The world’s most influential artificial intelligence company announced on Thursday that it is close to converting into a more traditional for-profit entity, a monumental shift that involves a hard-won peace treaty with its top shareholder, Microsoft, and will endow its nonprofit arm with an almost unimaginable war chest of at least 100 billion dollars.

This grand reimagining is a direct response to the internal turmoil that saw CEO Sam Altman famously fired and then reinstated last year, a crisis that exposed the deep flaws in the company’s unusual governance structure.

The new plan is designed to provide stability, fuel future growth, and, most importantly, create one of the largest philanthropic organizations on the planet.

A new foundation, a staggering price tag

Under the planned changes, the original OpenAI nonprofit will retain ultimate control over a new public benefit corporation.

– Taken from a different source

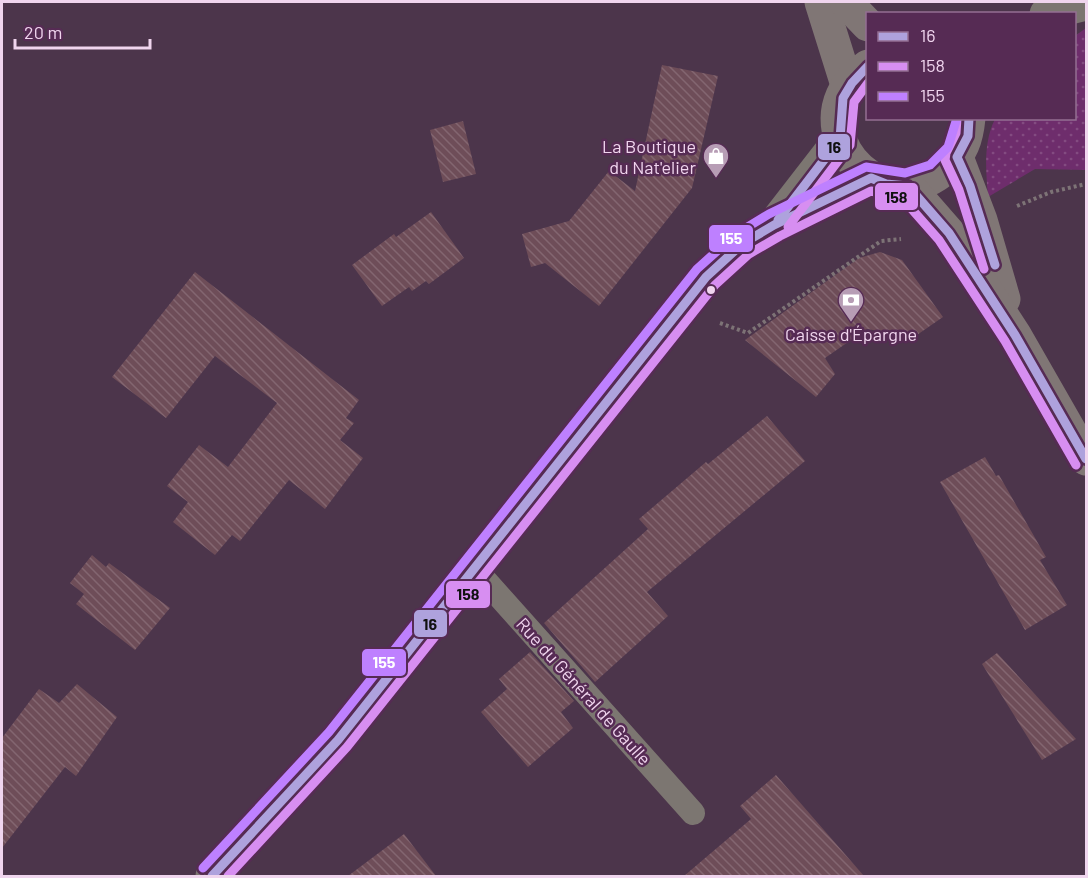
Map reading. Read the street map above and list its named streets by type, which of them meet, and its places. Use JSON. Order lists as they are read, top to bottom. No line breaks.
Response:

But the most stunning detail is the sheer scale of the endowment.

The nonprofit will receive an equity stake of more than 100 billion dollars in the new corporation, a figure that a person familiar with the matter described as a floor that could still increase.

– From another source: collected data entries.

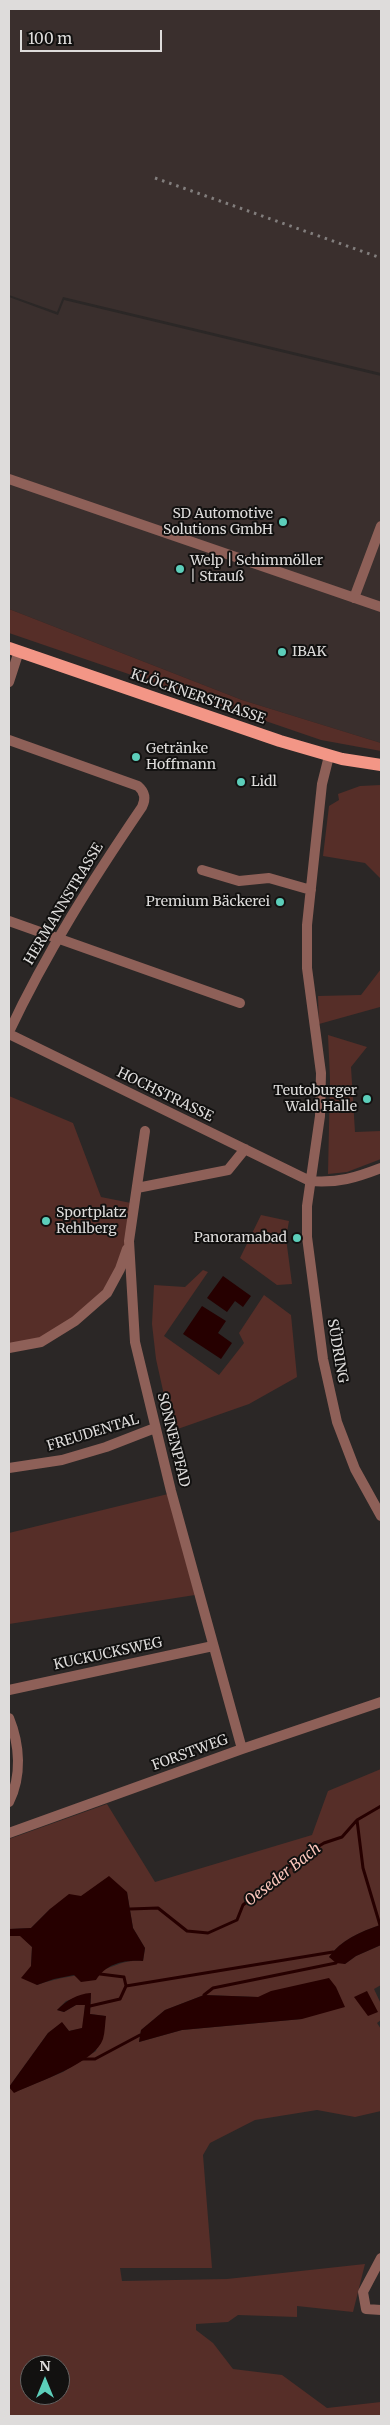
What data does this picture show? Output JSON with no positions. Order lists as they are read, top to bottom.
{
  "streets": {
    "main road": ["KLÖCKNERSTRASSE"],
    "street": [
      "HERMANNSTRASSE",
      "HOCHSTRASSE",
      "SÜDRING",
      "FREUDENTAL",
      "SONNENPFAD",
      "KUCKUCKSWEG",
      "FORSTWEG"
    ]
  },
  "crossings": [
    ["KLÖCKNERSTRASSE", "SÜDRING"],
    ["HERMANNSTRASSE", "HOCHSTRASSE"],
    ["HOCHSTRASSE", "SÜDRING"],
    ["FREUDENTAL", "SONNENPFAD"],
    ["SONNENPFAD", "KUCKUCKSWEG"],
    ["SONNENPFAD", "FORSTWEG"]
  ],
  "water": ["Oeseder Bach"],
  "places": [
    "SD Automotive Solutions GmbH",
    "Welp | Schimmöller | Strauß",
    "IBAK",
    "Getränke Hoffmann",
    "Lidl",
    "Premium Bäckerei",
    "Teutoburger Wald Halle",
    "Sportplatz Rehlberg",
    "Panoramabad"
  ],
  "scale_bar": "100 m",
  "north": "top"
}
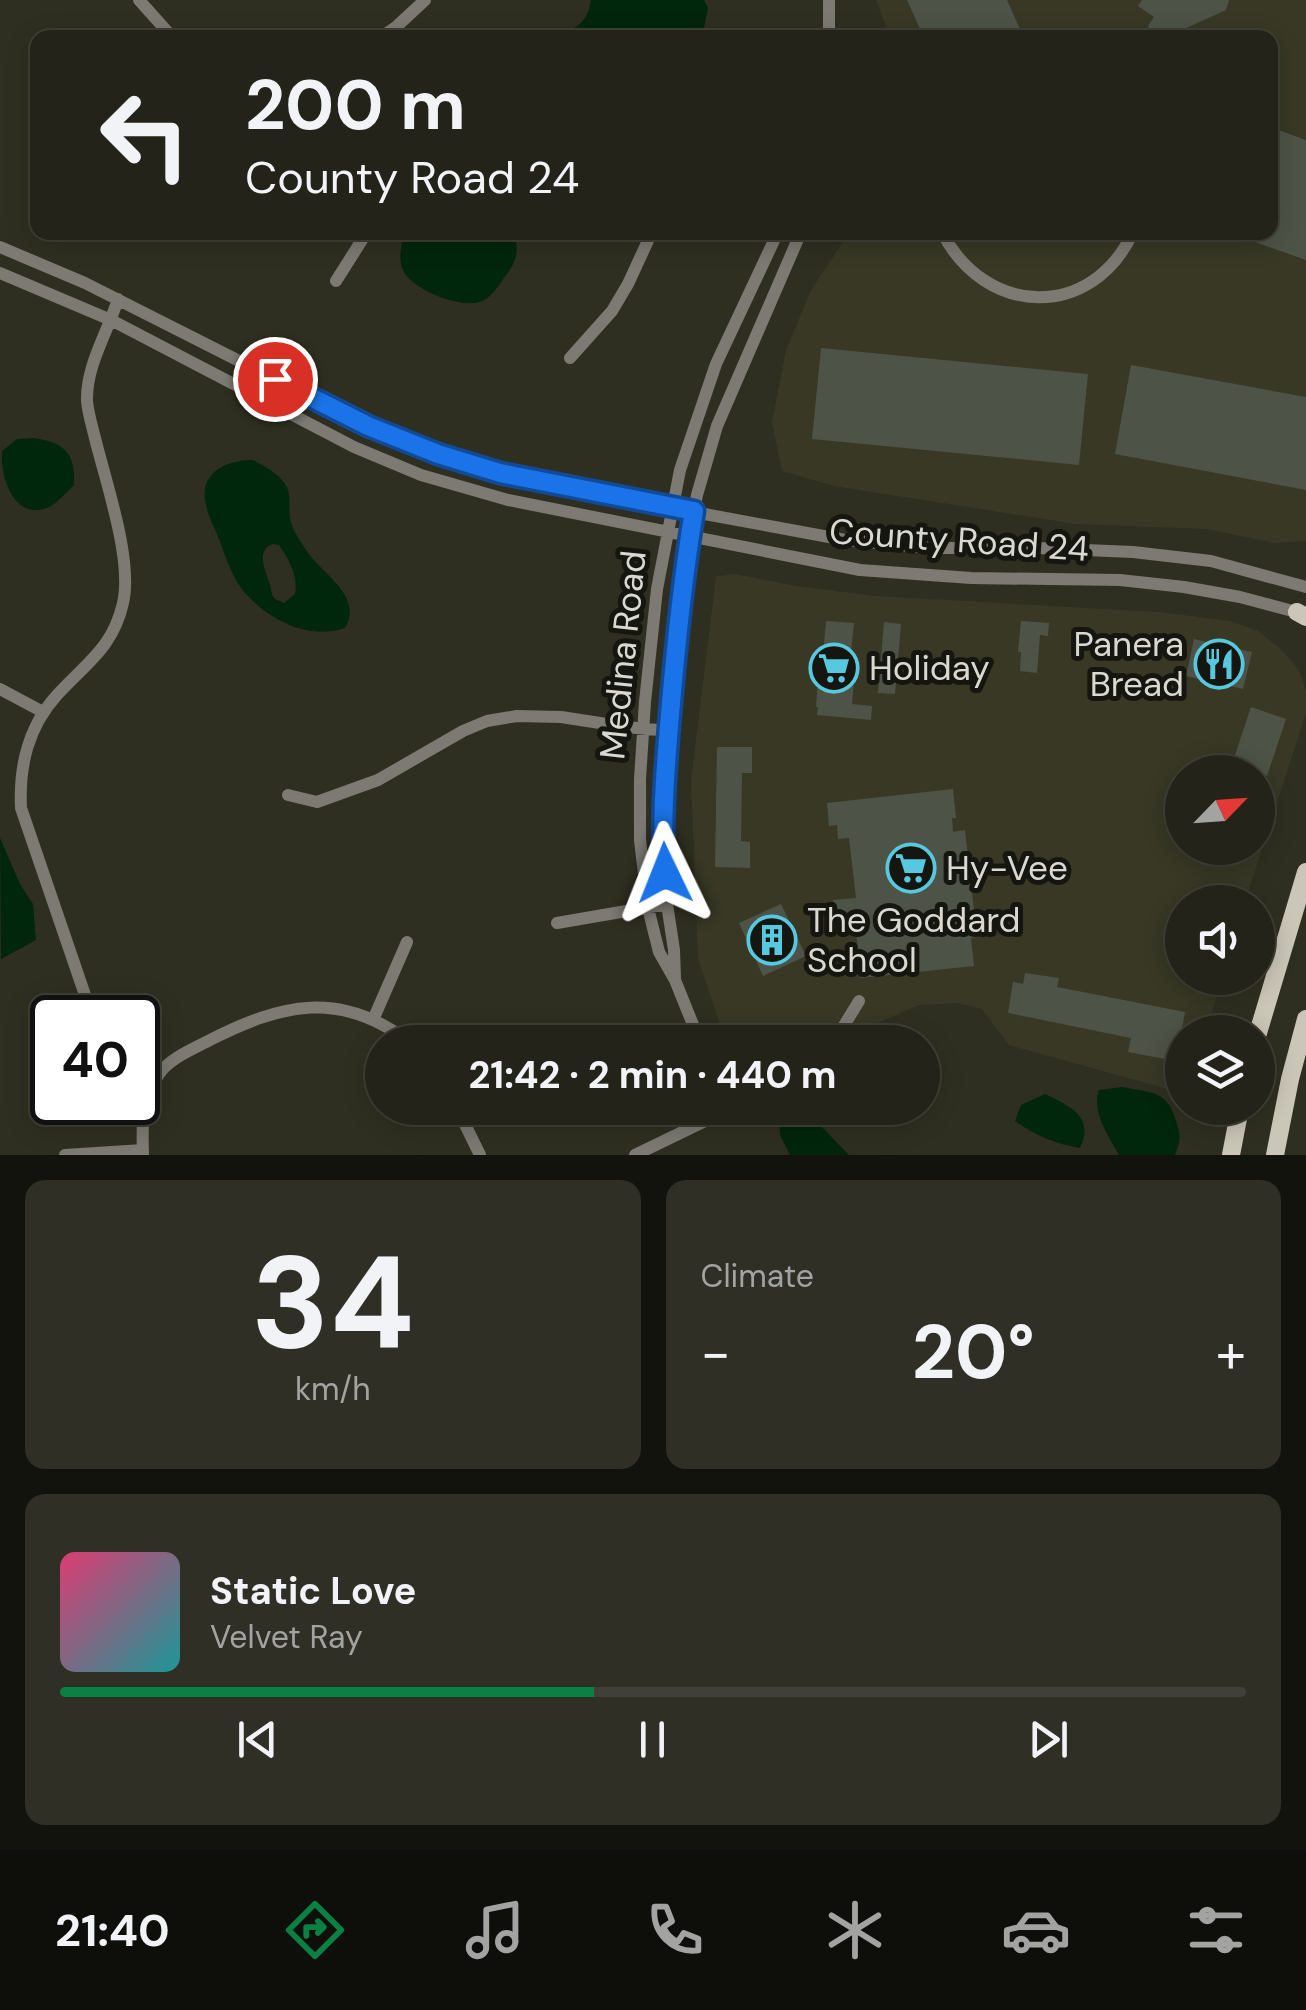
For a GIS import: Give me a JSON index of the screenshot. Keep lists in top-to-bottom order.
{
  "streets": {
    "street": ["County Road 24", "Medina Road"]
  },
  "crossings": [
    ["County Road 24", "Medina Road"]
  ],
  "places": {
    "restaurant": ["Panera Bread"],
    "supermarket": ["Holiday", "Hy-Vee"],
    "building": ["The Goddard School"]
  },
  "north": "top right",
  "page": {
    "turn": ["200 m", "County Road 24"],
    "limit": "40",
    "trip": "21:42 · 2 min · 440 m",
    "tile": [
      ["34", "km/h"],
      "Climate"
    ],
    "heat": ["−", "20°", "+"],
    "song": ["Static Love", "Velvet Ray"],
    "tabs": "21:40"
  }
}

“OpenAI started as a nonprofit, remains one today, and will continue to be one — with the nonprofit holding the authority that guides our future,” Chairman Bret Taylor affirmed in a statement, emphasizing that the new structure would make the nonprofit “one of the most well-resourced philanthropic organizations in the world.”

This massive stake would give the nonprofit a roughly 20 percent share of a new OpenAI that is simultaneously pursuing a deal to let employees sell shares at a valuation of 500 billion dollars—a transaction that would make it the biggest startup in the world.

The Microsoft accord: forging a new peace

Before OpenAI could build its future, it had to make peace with its past—and its most powerful partner. For months, the company has been locked in painful and complex negotiations with Microsoft to reshape their relationship and secure the tech giant’s blessing for the restructure.

That critical hurdle now appears to have been cleared.

In a joint statement on Thursday, the two companies announced they had signed a “non-binding memorandum of understanding (MOU) for the next phase of our partnership.” 

They added that they are “actively working to finalize contractual terms in a definitive agreement. Together, we remain focused on delivering the best AI tools for everyone, grounded in our shared commitment to safety.”

A chorus of concern: the hurdles that remain

But gaining Microsoft’s blessing is just one of several high-stakes battles OpenAI must still win. The company’s plan is under intense scrutiny from regulators.

California Attorney General Rob Bonta and Delaware Attorney General Kathy Jennings are currently reviewing the proposed changes, and last week they released a joint letter raising grave concerns about the safety of OpenAI’s products, particularly in their interactions with children.

“It is our shared view that OpenAI and the industry at large are not where they need to be in ensuring safety in AI products’ development and deployment,” the letter from the attorneys general said.

And then there is the formidable opposition of Elon Musk. An early backer who has since become one of the company’s fiercest critics, Musk is pursuing an active lawsuit that accuses the startup of defrauding investors and abandoning its charitable mission.

OpenAI has pushed back, but the legal fight with its estranged co-founder adds another layer of profound uncertainty to its ambitious transformation.